Cary Grant and Irene Dunne were a match made in screwball heaven. Her impeccable comedic timing and his gift for physical comedy made them an irresistible pair. While The Lady Eve (1941) is my all-time favorite screwball comedy, The Awful Truth (1937) comes in as a close second. Perhaps there aren’t any spectacular cinematographic shots or jaw-dropping dramatic performances, but to pull off a comedy filled with such sophisticated wit and engaging execution is something to be admired.
Nominated for six Academy Awards, The Awful Truth is about a New York couple who find themselves in divorce court after a slight misunderstanding: did the car really break down and cause Lucy Warriner (Irene Dunne) to have to stay out all night with her handsome music teacher Armand (Alexander D’Arcy), and why was Jerry Warriner in California when he said he was in Florida? High-strung and hot-tempered are bad traits in one person, let alone two who are married to one another, and so they are granted a divorce with a 90-day waiting period. The only thing that keeps them connected is their adorably smart dog Mr. Smith (Asta/Skippy), for whom they share joint custody. When Lucy becomes involved with slow-witted Oklahoma oil man Dan Leeson (Ralph Bellamy) Jerry becomes jealous and tries to point out why the man is all wrong for Lucy (which he is). And, when Jerry starts spending time with beautiful rich socialite Barbara Vance (Molly Lamont) Lucy literally puts on a show of jealousy for the ages. Does the couple get back together? I think you probably can guess the answer, but how they reunite is a bedroom tale left unspoken—let’s just say they figure out that they were cuckoo for ever doubting their love.
Okay, so what is so great about The Awful Truth?

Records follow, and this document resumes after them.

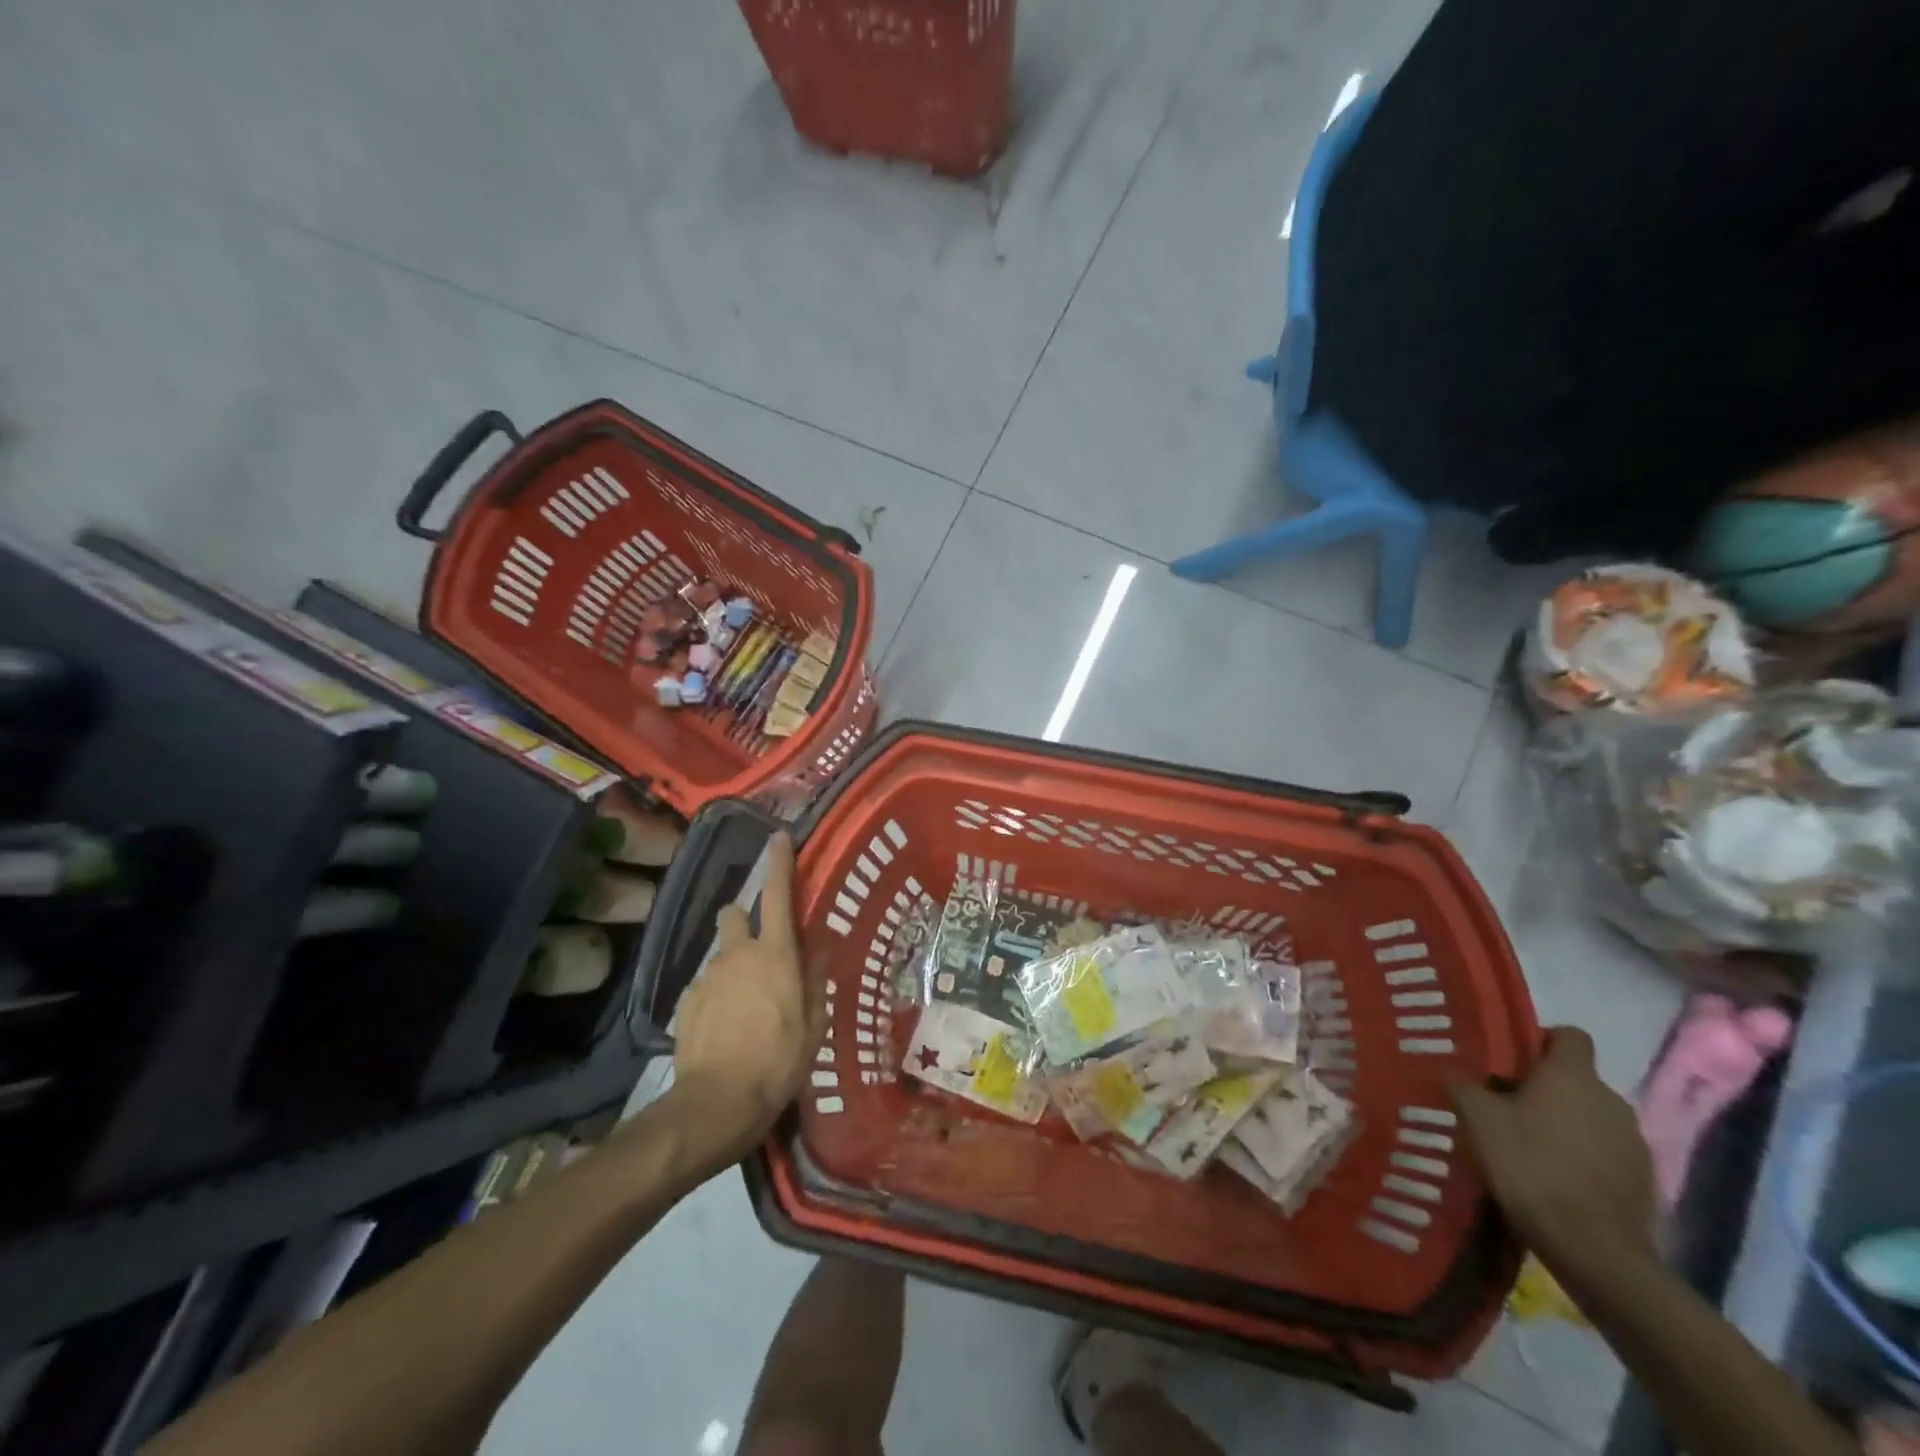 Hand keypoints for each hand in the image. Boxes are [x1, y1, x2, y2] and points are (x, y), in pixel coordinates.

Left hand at [668, 832, 824, 1169]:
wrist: (717, 1103)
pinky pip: (707, 983)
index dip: (779, 863)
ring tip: (745, 1002)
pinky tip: (725, 1025)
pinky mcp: (687, 1001)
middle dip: (743, 919)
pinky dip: (717, 993)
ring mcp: (707, 976)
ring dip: (733, 963)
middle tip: (759, 949)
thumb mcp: (814, 1023)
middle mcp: (738, 954)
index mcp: (775, 954)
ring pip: (721, 953)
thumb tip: (819, 943)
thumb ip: (815, 977)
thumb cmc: (778, 1061)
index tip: (779, 838)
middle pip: (734, 914)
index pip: (776, 895)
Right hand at [1449, 1027, 1657, 1271]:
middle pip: (1576, 1079)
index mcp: (1573, 1076)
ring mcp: (1634, 1143)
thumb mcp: (1477, 1118)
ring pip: (1592, 1117)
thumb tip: (1448, 1068)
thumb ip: (1462, 1084)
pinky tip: (1554, 1179)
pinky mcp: (1644, 1181)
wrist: (1594, 1249)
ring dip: (1565, 1124)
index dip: (1540, 1040)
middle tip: (1505, 1106)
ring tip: (1528, 1146)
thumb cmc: (1530, 1165)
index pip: (1569, 1035)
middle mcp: (1611, 1099)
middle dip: (1545, 1088)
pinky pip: (1607, 1153)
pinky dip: (1583, 1158)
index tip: (1511, 1060) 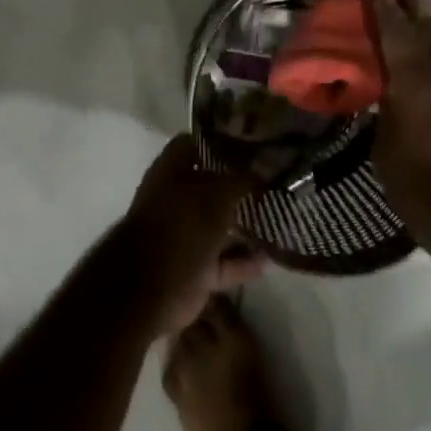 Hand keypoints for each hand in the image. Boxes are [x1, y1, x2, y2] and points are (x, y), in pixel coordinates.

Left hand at [119, 135, 264, 335]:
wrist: (153, 290)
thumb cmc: (183, 225)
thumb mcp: (218, 194)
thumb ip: (241, 180)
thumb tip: (261, 169)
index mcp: (171, 171)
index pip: (194, 143)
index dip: (219, 140)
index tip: (250, 141)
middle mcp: (176, 199)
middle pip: (210, 186)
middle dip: (239, 185)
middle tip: (272, 181)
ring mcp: (185, 236)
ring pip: (219, 226)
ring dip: (244, 227)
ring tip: (277, 219)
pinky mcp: (194, 270)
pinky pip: (223, 262)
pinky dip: (243, 262)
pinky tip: (269, 259)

First and foremost, Dunne sparkles as Lucy. Playing a somewhat kooky, flighty woman was nothing new for Dunne, who’d been nominated for a Best Actress Oscar the year before in Theodora Goes Wild (1936), but she elevated her game slightly for the role of Lucy (although she lost yet again to Luise Rainer for Best Actress—really, two years in a row…was Rainer sleeping with everyone in Hollywood?). With masterful facial expressions and expertly delivered lines, Dunne makes Lucy the perfect screwball heroine. Her ability to play both a capricious woman driven beyond the point of exasperation by her husband’s jealousy and a caricature of a low-class cabaret singer bent on destroying Jerry’s romance with Barbara is a delightful study in character contrast.
Grant’s combination of sophistication and buffoonery plays exceedingly well. One minute he is the picture of debonair suaveness and the next he is Jitsu fighting with a butler or falling off a chair in the middle of an intimate parlor concert. Grant said that Dunne was his favorite actress to work with, and it shows here, as he and Dunne have perfect chemistry. Every scene flows evenly and neither actor gets the best of the other.
Who doesn’t love a cute dog? And, when you combine cute with smart, you get the perfect canine, and that is what Mr. Smith is. His interactions with both Dunne and Grant are hilarious. Of particular note is the “Two Hat” scene where Lucy tries to hide Armand’s hat from Jerry and Mr. Smith keeps finding it. When he climbs up on a mirrored table to gain access to the hat it is priceless.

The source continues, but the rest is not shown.